I have the following PySpark code written on Databricks Notebook that sucessfully saves the results from the sparkSQL to Azure Cosmos DB with the line of code:
df.write.format("com.microsoft.azure.cosmosdb.spark").mode("overwrite").options(**writeConfig3).save()
The complete code is as follows:
test = spark.sql("""SELECT
Sales.CustomerID AS pattersonID1
,Sales.InvoiceNumber AS myinvoicenr1
FROM Sales
limit 4""")
## my personal cosmos DB
writeConfig3 = {
"Endpoint": "https://<cosmosdb-account>.documents.azure.com:443/",
"Masterkey": "<key>==",
"Database": "mydatabase",
"Collection": "mycontainer",
"Upsert": "true"
}
df = test.coalesce(1)
df.write.format("com.microsoft.azure.cosmosdb.spark").mode("overwrite").options(**writeConfig3).save()

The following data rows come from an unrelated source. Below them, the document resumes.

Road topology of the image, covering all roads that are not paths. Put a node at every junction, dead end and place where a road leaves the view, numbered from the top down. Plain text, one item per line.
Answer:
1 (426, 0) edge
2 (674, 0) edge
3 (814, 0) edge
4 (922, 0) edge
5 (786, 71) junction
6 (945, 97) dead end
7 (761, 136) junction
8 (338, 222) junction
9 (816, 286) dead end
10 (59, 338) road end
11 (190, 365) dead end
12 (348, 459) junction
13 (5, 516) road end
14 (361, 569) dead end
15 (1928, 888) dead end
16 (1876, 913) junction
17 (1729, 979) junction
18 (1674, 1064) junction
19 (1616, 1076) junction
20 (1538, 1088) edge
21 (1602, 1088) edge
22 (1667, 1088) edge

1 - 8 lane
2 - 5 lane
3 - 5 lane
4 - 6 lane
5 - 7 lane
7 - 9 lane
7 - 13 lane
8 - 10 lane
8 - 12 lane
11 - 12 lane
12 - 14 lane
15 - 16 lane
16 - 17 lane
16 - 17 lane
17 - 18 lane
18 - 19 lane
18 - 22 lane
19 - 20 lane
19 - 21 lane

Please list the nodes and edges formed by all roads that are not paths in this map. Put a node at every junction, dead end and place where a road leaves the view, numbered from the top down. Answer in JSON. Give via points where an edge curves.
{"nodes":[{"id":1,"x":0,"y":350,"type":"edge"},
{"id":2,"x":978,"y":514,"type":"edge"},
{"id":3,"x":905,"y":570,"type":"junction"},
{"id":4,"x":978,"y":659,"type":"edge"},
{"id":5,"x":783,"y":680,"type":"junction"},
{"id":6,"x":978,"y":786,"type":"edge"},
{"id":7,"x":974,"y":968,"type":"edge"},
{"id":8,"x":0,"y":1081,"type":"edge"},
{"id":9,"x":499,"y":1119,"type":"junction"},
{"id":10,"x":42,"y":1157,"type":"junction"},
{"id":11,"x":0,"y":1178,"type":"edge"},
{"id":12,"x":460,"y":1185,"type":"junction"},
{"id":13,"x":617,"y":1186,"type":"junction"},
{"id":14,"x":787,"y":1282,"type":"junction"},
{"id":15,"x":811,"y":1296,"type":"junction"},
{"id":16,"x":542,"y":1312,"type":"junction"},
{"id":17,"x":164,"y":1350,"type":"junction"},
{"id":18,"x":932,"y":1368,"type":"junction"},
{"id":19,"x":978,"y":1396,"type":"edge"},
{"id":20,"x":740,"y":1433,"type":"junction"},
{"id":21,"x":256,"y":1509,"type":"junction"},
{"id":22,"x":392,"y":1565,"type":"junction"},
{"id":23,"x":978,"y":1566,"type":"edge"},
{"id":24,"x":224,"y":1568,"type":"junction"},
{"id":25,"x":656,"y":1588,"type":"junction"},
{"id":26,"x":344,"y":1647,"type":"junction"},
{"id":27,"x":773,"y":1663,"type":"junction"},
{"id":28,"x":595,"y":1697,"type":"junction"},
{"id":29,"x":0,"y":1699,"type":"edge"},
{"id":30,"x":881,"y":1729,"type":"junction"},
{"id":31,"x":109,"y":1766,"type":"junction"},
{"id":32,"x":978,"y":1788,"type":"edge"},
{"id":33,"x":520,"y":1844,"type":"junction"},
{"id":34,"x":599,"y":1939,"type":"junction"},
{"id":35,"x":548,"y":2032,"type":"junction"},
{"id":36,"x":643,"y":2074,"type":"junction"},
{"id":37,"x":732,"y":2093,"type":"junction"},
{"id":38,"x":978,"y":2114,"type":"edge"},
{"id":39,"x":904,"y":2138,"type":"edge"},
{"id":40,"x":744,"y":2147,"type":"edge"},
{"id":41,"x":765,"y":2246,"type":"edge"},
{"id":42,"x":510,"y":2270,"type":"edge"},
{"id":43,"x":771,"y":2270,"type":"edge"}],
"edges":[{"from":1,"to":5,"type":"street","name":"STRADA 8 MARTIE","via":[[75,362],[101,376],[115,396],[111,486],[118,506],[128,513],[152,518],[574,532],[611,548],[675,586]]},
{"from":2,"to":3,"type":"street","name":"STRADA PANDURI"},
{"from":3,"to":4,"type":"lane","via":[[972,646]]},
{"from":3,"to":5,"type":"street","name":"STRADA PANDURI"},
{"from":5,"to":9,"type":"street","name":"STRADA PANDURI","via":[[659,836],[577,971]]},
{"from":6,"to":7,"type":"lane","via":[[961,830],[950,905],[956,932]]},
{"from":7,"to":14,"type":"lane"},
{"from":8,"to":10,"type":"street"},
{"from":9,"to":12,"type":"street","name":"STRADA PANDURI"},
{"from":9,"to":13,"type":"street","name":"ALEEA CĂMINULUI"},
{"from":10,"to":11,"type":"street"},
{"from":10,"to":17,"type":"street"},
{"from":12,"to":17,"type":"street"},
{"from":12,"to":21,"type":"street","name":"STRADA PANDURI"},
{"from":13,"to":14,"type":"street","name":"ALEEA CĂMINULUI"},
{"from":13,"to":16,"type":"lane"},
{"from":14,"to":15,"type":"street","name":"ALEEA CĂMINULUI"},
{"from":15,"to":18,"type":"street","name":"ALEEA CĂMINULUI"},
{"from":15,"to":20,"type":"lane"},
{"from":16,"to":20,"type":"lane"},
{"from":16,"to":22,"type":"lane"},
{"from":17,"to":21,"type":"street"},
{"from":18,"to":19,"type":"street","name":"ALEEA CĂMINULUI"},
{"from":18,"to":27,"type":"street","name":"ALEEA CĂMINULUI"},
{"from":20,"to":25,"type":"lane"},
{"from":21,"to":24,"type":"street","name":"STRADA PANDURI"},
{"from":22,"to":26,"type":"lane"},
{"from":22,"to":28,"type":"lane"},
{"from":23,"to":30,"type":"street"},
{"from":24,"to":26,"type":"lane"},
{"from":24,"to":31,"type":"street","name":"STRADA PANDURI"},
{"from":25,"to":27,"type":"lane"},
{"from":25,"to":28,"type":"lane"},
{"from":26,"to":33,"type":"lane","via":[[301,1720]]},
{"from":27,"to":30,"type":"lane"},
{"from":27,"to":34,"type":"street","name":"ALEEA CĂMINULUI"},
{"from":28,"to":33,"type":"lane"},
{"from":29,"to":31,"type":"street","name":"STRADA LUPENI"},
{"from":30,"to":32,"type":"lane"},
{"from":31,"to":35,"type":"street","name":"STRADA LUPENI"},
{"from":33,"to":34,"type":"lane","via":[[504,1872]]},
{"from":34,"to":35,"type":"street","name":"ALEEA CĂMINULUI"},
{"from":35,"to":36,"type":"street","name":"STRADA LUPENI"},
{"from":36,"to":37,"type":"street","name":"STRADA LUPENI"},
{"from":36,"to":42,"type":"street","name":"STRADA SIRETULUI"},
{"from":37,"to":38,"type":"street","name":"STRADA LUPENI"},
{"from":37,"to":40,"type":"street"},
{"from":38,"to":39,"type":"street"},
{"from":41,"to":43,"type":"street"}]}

Using the above code I have successfully written to my Cosmos DB database (mydatabase) and collection (mycontainer)
When I try to overwrite the container with by changing SparkSQL with the following(just changing pattersonID1 to pattersonID2, and myinvoicenr1 to myinvoicenr2
test = spark.sql("""SELECT
Sales.CustomerID AS pattersonID2
,Sales.InvoiceNumber AS myinvoicenr2
FROM Sales
limit 4""")
Instead overwriting/updating the collection with the new query Cosmos DB appends the container as follows:
And still leaves the original query in the collection:
Is there a way to completely overwrite or update cosmos DB?
Your issue is that documents have a unique id
(something you never specified, and is therefore auto-generated for you as a guid). When you write your new document, you've just renamed one of the non-id
, non-unique properties, pattersonID1
, to pattersonID2
, and it's just creating a new document, as expected. There's no possible way to know that this new document is related to the original, since it's a completely new document, with its own set of properties.
You can update existing documents, by querying them (or reading them), modifying them, and then replacing them. Or you can choose to query for old documents and delete them (one by one, or a transactionally as a batch of deletes within a partition, via stored procedure). Lastly, you can delete and re-create a container, which will remove all documents currently stored in it.
oh I see. I never thought of id - good catch. Is there a link showing how to update an existing document/collection?